*Records for processing*
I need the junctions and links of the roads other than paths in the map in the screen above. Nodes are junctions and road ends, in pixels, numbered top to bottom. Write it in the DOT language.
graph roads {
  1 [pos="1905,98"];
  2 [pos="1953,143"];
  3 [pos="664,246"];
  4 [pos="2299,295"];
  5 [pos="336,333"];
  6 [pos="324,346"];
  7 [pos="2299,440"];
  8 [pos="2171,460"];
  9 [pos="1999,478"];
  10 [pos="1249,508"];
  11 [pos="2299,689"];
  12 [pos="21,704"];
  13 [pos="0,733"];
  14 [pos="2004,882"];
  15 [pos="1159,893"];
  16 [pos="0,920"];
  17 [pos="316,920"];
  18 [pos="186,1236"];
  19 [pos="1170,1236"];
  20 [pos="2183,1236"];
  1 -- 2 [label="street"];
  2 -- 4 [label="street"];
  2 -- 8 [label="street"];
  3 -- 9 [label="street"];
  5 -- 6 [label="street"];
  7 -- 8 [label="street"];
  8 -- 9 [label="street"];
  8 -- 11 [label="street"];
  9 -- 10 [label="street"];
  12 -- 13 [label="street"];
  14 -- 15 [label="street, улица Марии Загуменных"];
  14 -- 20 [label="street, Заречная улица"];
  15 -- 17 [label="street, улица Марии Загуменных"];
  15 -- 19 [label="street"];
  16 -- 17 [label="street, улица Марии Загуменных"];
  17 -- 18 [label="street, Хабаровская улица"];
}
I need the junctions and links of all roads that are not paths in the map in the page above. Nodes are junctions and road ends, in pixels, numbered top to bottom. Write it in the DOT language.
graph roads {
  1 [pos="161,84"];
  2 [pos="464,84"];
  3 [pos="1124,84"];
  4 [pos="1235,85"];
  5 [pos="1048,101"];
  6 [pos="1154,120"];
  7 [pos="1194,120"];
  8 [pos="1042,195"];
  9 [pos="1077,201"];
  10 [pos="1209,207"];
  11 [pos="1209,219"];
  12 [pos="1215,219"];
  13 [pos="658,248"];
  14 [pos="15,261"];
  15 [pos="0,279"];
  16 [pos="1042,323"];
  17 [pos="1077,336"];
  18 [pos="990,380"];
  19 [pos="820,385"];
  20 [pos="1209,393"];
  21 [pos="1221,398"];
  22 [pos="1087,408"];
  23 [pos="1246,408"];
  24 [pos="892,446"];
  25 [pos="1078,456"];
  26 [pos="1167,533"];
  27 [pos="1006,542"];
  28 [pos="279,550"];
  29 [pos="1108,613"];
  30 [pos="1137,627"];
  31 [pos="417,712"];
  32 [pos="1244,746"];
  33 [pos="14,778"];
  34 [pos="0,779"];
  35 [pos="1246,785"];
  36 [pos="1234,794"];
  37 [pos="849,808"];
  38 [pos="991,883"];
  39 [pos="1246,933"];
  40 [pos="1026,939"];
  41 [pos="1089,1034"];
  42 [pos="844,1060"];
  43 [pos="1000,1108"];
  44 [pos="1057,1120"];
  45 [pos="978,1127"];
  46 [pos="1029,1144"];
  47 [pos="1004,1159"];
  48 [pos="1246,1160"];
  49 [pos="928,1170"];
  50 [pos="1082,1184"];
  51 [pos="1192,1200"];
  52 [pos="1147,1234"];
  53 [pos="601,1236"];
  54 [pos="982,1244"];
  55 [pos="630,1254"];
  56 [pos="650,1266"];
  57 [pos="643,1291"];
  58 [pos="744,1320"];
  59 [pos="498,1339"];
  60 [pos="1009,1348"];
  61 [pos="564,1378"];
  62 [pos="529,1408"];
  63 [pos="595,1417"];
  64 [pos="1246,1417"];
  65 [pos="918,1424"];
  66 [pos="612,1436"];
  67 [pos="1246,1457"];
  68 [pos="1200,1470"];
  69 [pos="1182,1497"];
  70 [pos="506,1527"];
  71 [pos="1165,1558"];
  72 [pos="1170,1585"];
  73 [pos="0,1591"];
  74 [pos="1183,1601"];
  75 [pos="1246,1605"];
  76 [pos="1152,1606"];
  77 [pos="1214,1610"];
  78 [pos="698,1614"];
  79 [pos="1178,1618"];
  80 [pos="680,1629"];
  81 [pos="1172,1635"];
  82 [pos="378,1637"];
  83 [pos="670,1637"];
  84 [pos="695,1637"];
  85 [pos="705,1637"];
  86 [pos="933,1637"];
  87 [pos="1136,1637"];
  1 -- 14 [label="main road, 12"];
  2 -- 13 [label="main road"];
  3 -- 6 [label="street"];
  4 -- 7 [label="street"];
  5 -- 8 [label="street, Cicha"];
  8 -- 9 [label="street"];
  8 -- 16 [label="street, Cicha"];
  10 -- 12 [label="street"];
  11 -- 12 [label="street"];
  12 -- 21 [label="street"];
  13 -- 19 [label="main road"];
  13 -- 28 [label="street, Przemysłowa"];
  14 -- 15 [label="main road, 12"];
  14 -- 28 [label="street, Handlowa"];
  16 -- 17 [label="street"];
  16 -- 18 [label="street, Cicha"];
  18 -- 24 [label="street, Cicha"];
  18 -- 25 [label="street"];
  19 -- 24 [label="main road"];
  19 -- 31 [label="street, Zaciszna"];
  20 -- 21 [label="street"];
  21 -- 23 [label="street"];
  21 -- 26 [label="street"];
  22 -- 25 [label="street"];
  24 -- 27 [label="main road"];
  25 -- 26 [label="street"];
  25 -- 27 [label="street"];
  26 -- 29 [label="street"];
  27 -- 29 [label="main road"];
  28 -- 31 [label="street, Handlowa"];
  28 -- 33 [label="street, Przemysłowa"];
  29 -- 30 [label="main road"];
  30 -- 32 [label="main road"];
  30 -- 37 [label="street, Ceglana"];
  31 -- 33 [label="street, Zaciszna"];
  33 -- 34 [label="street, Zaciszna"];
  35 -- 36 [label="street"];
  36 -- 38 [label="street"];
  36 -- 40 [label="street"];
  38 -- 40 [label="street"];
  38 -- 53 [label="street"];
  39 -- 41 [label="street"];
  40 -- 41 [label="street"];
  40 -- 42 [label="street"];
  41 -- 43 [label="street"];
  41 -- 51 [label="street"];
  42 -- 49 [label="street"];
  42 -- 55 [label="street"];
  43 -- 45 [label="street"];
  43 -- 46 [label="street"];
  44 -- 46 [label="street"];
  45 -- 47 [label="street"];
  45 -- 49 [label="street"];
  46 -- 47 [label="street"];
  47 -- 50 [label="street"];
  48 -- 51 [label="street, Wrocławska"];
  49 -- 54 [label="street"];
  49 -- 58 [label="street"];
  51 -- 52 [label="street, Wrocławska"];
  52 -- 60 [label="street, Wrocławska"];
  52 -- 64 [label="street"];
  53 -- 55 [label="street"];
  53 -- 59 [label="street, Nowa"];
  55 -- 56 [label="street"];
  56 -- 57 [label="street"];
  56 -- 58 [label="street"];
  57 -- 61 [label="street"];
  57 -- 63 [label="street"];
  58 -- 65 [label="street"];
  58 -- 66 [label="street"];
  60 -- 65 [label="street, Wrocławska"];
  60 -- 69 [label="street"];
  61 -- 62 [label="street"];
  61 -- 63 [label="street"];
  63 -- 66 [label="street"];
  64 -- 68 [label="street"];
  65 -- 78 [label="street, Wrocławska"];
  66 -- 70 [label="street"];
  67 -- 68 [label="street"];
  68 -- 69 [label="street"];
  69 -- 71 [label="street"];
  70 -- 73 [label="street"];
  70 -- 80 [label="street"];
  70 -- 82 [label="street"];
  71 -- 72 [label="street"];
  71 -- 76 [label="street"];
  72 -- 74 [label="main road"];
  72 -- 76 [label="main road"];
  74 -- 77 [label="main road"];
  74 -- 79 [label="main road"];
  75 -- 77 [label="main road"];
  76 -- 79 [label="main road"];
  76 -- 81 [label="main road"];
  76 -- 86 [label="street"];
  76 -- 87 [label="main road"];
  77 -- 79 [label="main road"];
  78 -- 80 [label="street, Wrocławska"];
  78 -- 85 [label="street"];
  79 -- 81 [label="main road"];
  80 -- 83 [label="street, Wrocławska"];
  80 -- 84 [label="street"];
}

*Assignment*
Filter the records above and return every line that holds the word "Write".

*Answer below*
I need the junctions and links of the roads other than paths in the map in the screen above. Nodes are junctions and road ends, in pixels, numbered top to bottom. Write it in the DOT language.
I need the junctions and links of all roads that are not paths in the map in the page above. Nodes are junctions and road ends, in pixels, numbered top to bottom. Write it in the DOT language.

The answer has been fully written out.